TUBAN – Demplot melon seluas 1.700 meter persegi di Desa Punggulrejo, Kecamatan Rengel, mulai memasuki fase generatif pada usia sekitar 30 Hari Setelah Tanam (HST). Tanaman melon varietas Aiko jenis rock melon hibrida tersebut dikembangkan ExxonMobil Cepu Limited (EMCL) bersama Yayasan eL-SAL Indonesia sebagai bagian dari penguatan program pertanian aman dan berkelanjutan di tingkat petani.
Penanaman yang dilakukan pada 12–13 April 2026 itu melibatkan enam petani. Saat ini tanaman menunjukkan pertumbuhan relatif merata dengan tinggi rata-rata mencapai 1,8 meter. Batang tanaman terlihat kokoh dengan perkembangan sulur yang aktif mengikuti jalur rambatan.

Dalam proses budidaya, petani rutin melakukan pengikatan tanaman, pemangkasan tunas, pengamatan hama, hingga pemupukan sistem kocor untuk mendukung pembentukan dan pembesaran buah. Pada fase awal pertumbuhan buah, setiap tanaman mampu menghasilkan sekitar lima hingga enam bakal buah. Namun petani melakukan seleksi dengan mempertahankan satu hingga dua buah terbaik agar kualitas pertumbuhan tetap optimal.
Salah satu petani yang terlibat dalam pengelolaan demplot, Siswo, mengatakan budidaya melon di lahan terbuka memberikan pengalaman baru bagi petani dalam memahami karakter tanaman secara langsung di lapangan.

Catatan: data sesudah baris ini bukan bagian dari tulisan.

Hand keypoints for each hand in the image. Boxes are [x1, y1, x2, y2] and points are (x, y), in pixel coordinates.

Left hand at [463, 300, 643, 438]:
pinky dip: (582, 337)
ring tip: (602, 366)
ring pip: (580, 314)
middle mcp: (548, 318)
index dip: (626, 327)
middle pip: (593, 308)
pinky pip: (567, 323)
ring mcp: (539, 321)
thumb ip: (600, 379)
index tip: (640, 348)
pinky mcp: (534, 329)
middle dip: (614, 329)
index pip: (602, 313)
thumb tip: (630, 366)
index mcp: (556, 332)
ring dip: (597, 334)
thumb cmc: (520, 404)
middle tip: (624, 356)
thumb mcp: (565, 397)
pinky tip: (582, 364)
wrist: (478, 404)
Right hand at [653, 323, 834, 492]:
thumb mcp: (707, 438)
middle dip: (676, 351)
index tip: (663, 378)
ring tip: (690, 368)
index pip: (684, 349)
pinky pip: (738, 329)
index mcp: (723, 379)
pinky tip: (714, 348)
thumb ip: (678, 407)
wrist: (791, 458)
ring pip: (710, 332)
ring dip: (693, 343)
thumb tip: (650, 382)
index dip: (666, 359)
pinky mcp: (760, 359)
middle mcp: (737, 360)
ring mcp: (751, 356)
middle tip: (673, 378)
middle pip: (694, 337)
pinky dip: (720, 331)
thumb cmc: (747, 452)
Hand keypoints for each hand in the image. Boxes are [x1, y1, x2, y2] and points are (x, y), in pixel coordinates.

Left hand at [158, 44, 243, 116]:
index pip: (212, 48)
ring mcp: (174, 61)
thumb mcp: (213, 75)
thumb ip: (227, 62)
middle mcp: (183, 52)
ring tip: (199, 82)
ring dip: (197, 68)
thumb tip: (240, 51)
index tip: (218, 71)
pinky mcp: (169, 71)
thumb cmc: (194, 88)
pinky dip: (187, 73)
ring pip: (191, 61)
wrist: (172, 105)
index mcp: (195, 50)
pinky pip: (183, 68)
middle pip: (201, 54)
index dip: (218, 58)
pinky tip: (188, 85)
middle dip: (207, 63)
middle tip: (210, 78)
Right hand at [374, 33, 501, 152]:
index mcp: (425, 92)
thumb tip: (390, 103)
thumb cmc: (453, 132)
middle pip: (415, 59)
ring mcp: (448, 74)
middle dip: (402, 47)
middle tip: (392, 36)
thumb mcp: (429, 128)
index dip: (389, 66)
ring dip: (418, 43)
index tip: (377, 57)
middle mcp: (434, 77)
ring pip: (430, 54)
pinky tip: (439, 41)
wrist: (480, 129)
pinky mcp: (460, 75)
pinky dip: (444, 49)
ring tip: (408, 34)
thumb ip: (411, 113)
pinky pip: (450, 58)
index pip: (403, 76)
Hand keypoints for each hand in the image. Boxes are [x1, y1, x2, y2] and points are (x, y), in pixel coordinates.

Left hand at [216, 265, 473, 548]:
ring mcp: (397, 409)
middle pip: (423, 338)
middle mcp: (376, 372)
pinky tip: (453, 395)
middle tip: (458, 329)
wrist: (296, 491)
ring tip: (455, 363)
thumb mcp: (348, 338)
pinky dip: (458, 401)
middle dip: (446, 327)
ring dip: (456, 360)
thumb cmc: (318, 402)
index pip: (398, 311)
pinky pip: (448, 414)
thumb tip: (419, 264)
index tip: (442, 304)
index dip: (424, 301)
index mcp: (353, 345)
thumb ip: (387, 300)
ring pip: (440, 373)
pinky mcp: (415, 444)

“Biasanya budidaya melon banyak dilakukan di greenhouse. Di sini kami belajar merawat tanaman langsung di lahan terbuka, jadi pengamatan tanaman harus dilakukan setiap hari karena cuaca sangat mempengaruhi perkembangan tanaman,” ujarnya.

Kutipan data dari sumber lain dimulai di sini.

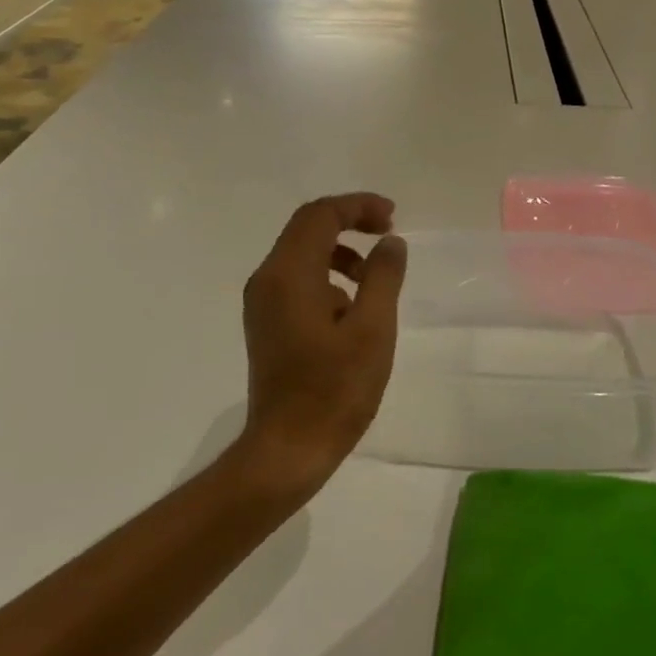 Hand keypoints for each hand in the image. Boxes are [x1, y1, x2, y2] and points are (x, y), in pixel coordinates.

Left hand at [237, 193, 407, 496]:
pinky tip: (353, 308)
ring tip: (375, 276)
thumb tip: (391, 243)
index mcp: (289, 275)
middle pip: (307, 228)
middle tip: (389, 234)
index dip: (358, 206)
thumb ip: (383, 277)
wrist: (289, 449)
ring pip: (302, 254)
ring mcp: (263, 303)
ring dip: (340, 251)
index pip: (320, 216)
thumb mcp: (372, 329)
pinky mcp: (268, 323)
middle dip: (350, 222)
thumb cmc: (334, 390)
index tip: (393, 218)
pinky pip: (298, 280)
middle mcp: (267, 280)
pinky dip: (328, 276) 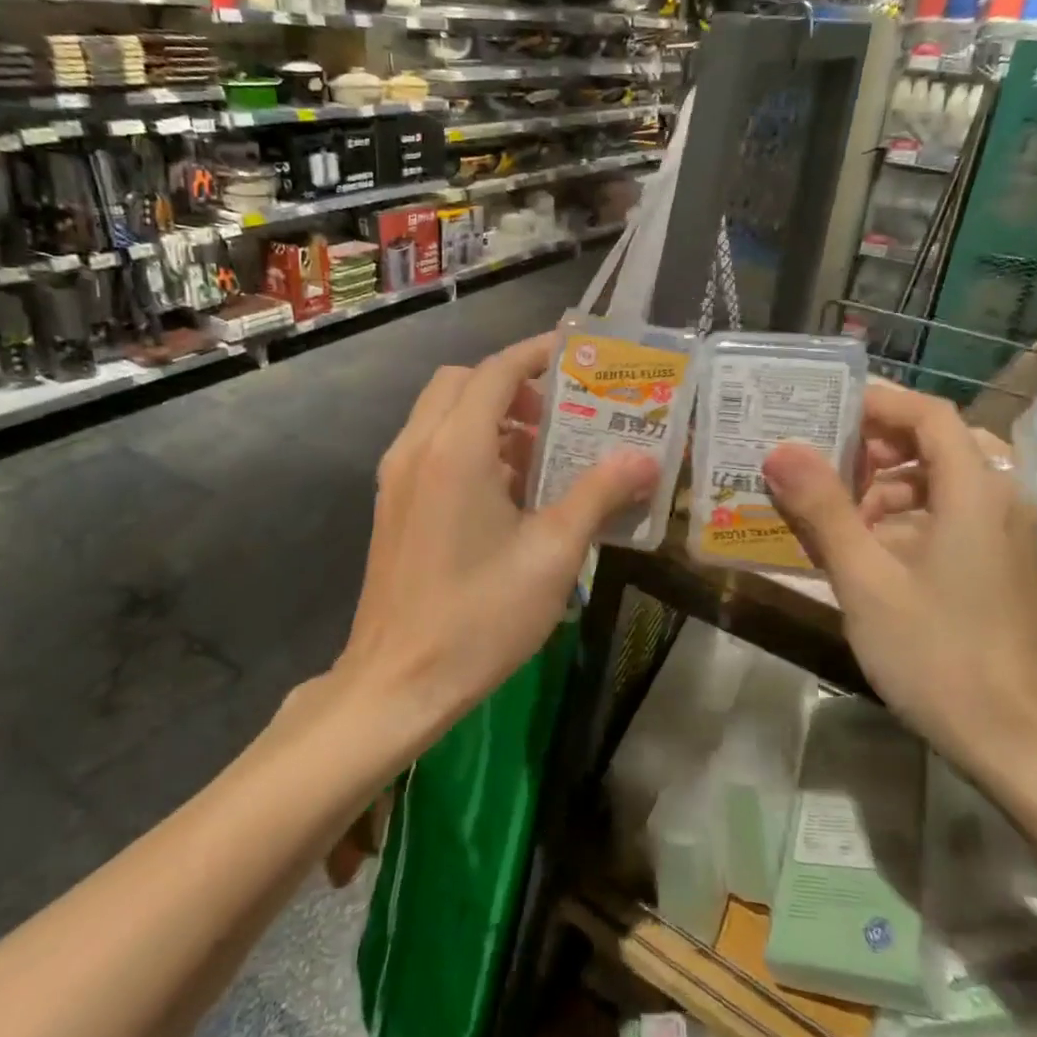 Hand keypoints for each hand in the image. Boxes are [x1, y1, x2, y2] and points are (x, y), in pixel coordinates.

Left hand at [338, 333, 658, 741]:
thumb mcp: (553, 554)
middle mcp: (417, 448)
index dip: (536, 354)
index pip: (496, 372)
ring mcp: (396, 477)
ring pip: (442, 414)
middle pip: (462, 383)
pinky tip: (505, 493)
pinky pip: (431, 447)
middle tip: (557, 415)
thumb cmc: (480, 617)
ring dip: (489, 417)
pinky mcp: (392, 504)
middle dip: (511, 385)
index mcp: (455, 449)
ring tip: (540, 456)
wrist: (397, 682)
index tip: (576, 354)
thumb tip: (644, 460)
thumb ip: (598, 495)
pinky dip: (468, 444)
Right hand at [761, 380, 1036, 803]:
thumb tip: (780, 449)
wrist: (1026, 749)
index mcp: (976, 492)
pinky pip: (946, 518)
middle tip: (814, 459)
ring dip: (882, 487)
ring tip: (827, 513)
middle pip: (934, 445)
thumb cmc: (942, 658)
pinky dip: (901, 519)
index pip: (929, 414)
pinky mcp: (998, 569)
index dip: (877, 400)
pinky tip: (862, 553)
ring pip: (938, 484)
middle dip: (871, 447)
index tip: (821, 404)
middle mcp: (998, 502)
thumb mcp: (867, 582)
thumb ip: (824, 510)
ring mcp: (1003, 538)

Untuk menjaga stabilitas pertumbuhan, petani menerapkan metode tanam single dengan sistem trisula, yakni satu tanaman utama dipelihara dengan tiga sulur produktif. Metode tersebut diterapkan untuk membantu menjaga keseimbangan pertumbuhan tanaman dan pembentukan buah.

Selain itu, petani juga mulai menerapkan pestisida nabati untuk membantu mengendalikan kutu kebul, tungau, serta potensi serangan jamur dan bakteri. Pengelolaan lahan dilakukan menggunakan bokashi sebelum pemasangan mulsa sebagai bagian dari upaya menjaga kondisi tanah selama masa budidaya.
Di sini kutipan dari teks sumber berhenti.